The respiratory mucosa is exposed to the external environment each time we breathe and therefore requires a robust and sophisticated immune defense system. As with other mucosal sites, the respiratory mucosal immune system must balance its response to pathogens while also regulating inflammatory immune cell-mediated tissue damage. In the airways, a failure to tightly control immune responses to a pathogen can result in chronic inflammation and tissue destruction with an overzealous response being deleterious for the host. Chronic obstructive pulmonary disease (COPD) is the fourth most common cause of death in the US and both the prevalence of and mortality rate of this disease is increasing annually. COPD is characterized by intermittent disease exacerbation. The causal contribution of bacterial infections to exacerbations of COPD is now widely accepted, accounting for at least 50% of all exacerbations. Non-typeable Haemophilus influenzae and Moraxella catarrhalis (both gram-negative bacteria) along with Streptococcus pneumoniae (a gram-positive bacterium) are the three most common bacterial pathogens that cause respiratory tract infections in COPD patients. The colonization of bacteria in the lower airways is similar to a low-grade smoldering infection that induces chronic airway inflammation. Chronic low-grade infection can induce a persistent inflammatory response in the airways and parenchyma. Inefficient removal of bacteria from the lower respiratory tract is characteristic of chronic bronchitis. Inflammation is believed to be central to the pathogenesis of exacerbations, but a clear understanding of the inflammatory changes during an exacerbation of COPD has yet to emerge. As bacterial colonization of the lung in COPD patients is a chronic inflammatory condition highlighted by frequent bouts of exacerbation and clearance, we sought to reproduce this chronic pathogen-mediated inflammation in a murine model by repeatedly delivering the intact, whole, live bacteria intra-tracheally to the lungs.

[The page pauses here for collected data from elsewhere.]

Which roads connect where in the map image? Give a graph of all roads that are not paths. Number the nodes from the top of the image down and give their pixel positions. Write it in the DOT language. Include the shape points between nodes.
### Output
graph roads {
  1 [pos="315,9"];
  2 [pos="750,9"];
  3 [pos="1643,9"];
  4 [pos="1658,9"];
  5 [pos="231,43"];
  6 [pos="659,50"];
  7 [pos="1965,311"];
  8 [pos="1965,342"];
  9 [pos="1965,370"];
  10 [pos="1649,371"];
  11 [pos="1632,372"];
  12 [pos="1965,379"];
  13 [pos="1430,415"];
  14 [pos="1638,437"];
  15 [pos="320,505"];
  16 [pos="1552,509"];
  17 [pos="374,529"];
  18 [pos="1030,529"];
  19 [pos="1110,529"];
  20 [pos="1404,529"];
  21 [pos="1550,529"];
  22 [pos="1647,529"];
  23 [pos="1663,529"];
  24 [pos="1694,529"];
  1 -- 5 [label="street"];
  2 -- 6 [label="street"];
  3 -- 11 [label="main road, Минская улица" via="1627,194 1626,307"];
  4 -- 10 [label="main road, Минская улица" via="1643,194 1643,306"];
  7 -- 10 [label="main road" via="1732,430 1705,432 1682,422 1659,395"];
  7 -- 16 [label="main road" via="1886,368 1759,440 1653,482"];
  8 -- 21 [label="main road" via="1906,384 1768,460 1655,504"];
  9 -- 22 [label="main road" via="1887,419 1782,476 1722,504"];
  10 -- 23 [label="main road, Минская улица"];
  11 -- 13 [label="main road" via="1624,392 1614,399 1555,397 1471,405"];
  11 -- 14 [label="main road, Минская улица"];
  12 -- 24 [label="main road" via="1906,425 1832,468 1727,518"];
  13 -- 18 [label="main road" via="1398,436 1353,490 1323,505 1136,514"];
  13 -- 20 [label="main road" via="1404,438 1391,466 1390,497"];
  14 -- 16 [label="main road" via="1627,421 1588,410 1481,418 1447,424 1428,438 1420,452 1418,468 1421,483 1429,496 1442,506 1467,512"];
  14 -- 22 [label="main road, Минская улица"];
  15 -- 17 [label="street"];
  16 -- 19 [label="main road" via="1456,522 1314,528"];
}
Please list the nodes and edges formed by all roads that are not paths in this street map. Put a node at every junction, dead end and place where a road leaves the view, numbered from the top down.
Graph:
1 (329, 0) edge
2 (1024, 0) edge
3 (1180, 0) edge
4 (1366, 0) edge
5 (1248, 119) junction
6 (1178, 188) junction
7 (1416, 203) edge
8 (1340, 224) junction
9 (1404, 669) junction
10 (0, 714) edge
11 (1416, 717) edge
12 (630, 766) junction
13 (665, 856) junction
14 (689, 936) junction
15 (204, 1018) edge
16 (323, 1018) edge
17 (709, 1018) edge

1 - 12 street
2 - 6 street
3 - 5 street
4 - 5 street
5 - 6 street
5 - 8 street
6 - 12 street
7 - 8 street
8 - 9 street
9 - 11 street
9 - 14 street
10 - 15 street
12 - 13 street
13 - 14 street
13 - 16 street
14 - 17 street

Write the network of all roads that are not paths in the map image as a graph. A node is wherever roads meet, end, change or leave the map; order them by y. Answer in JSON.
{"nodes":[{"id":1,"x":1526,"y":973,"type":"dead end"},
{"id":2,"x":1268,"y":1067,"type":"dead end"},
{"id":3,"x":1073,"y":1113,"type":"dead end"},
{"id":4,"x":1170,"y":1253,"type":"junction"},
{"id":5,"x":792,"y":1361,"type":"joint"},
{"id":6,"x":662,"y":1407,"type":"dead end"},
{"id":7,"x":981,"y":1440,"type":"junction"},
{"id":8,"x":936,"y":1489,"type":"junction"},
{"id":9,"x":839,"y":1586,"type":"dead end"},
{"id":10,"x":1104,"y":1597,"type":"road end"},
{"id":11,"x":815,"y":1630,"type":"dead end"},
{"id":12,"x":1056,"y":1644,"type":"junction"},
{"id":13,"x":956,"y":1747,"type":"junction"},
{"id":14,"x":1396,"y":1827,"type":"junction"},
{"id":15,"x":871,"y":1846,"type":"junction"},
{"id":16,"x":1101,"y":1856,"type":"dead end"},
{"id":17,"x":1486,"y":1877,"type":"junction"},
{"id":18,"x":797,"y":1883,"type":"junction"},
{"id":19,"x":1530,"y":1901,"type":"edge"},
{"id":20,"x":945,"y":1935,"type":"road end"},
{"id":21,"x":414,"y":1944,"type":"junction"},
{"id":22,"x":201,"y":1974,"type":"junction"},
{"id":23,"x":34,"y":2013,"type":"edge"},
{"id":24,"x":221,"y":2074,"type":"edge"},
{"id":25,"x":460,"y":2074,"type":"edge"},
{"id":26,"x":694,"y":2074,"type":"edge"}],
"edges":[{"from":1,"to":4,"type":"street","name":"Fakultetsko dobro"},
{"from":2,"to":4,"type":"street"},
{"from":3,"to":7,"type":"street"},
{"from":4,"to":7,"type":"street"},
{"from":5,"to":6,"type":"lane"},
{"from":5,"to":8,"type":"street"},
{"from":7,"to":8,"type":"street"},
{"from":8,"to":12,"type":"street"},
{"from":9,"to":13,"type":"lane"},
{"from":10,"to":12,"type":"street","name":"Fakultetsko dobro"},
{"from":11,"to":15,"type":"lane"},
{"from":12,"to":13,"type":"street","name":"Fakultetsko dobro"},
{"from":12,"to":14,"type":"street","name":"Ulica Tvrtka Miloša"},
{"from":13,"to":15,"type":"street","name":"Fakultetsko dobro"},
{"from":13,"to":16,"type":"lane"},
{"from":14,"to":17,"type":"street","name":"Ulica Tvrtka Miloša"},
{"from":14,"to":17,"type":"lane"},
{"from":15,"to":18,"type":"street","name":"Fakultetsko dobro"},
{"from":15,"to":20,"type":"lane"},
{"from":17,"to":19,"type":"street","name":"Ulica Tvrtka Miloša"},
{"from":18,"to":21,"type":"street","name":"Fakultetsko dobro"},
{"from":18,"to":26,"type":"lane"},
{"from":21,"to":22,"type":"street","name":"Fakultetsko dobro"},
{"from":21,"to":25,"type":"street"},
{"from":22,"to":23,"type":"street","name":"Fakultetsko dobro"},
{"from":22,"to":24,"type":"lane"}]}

Lipid Motif of a Bacterial Antigen Mediates Immune Responses via TLR2 Signaling

The cross-talk between the innate and the adaptive immune system is facilitated by the initial interaction of antigen with dendritic cells. As DCs express a large array of TLRs, evidence has accumulated that engagement of these molecules contributes to the activation of adaptive immunity. We have evaluated the immunostimulatory role of the highly-conserved outer membrane lipoprotein P6 from non-typeable Haemophilus influenzae (NTHI) to determine whether the presence of the lipid motif plays a critical role on its immunogenicity. We undertook a systematic analysis of the role that the lipid motif plays in the activation of DCs and the subsequent stimulation of antigen-specific T and B cells. To facilitate our studies, recombinant P6 protein that lacked the lipid motif was generated. Mice immunized with non-lipidated rP6 were unable to elicit high titers of anti-P6 Ig. Expression of the lipid motif on P6 was also required for proliferation and cytokine secretion by antigen-specific T cells. Upregulation of T cell costimulatory molecules was abrogated in DCs exposed to non-lipidated rP6 and in TLR2−/− DCs exposed to native P6, thereby resulting in diminished adaptive immune responses. Absence of either the lipid motif on the antigen or TLR2 expression resulted in diminished cytokine production from stimulated DCs. Collectively; our data suggest that the lipid motif of the lipoprotein antigen is essential for triggering TLR2 signaling and effective stimulation of APCs. Our studies establish the pivotal role of a bacterial lipid motif on activating both innate and adaptive immune responses to an otherwise poorly immunogenic protein antigen.